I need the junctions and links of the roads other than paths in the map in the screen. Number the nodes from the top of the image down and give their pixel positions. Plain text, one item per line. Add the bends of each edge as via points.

☆ ☆ ☆ ☆ ☆

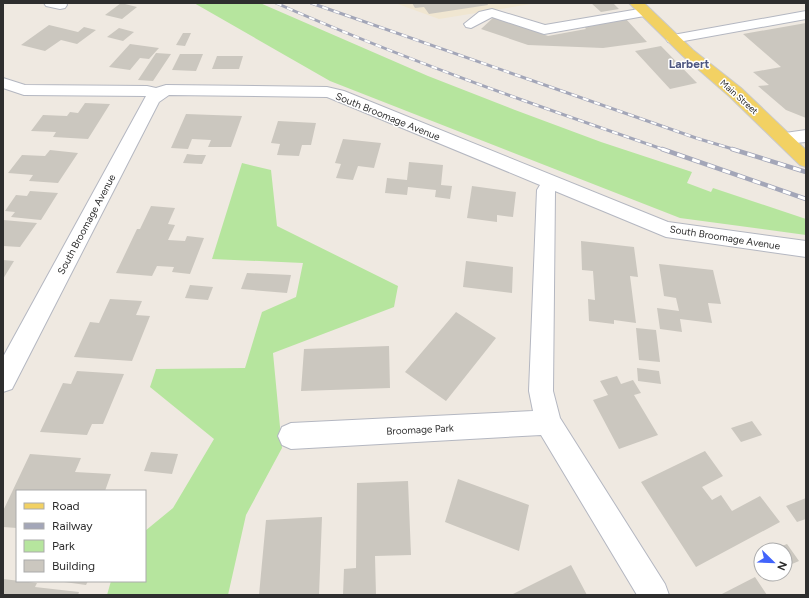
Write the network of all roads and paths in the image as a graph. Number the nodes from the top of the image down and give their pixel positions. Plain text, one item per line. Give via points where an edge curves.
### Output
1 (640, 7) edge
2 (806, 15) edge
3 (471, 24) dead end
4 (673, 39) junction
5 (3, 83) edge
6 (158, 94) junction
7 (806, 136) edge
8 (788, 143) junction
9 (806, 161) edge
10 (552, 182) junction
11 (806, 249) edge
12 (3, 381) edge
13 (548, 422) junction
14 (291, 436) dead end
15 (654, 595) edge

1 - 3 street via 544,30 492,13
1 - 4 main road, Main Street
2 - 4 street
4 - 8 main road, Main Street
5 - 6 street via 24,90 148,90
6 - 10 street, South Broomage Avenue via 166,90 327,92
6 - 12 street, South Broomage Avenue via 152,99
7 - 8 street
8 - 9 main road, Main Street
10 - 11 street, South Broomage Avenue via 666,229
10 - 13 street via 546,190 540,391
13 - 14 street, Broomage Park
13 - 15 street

☆ ☆ ☆ ☆ ☆

Check each line above for the word "roads", and copy the lines where it appears.

### [EXERCISE ANSWER]
I need the junctions and links of the roads other than paths in the map in the screen. Number the nodes from the top of the image down and give their pixel positions. Plain text, one item per line. Add the bends of each edge as via points.
Write the network of all roads and paths in the image as a graph. Number the nodes from the top of the image down and give their pixel positions. Plain text, one item per line. Give via points where an edge curves.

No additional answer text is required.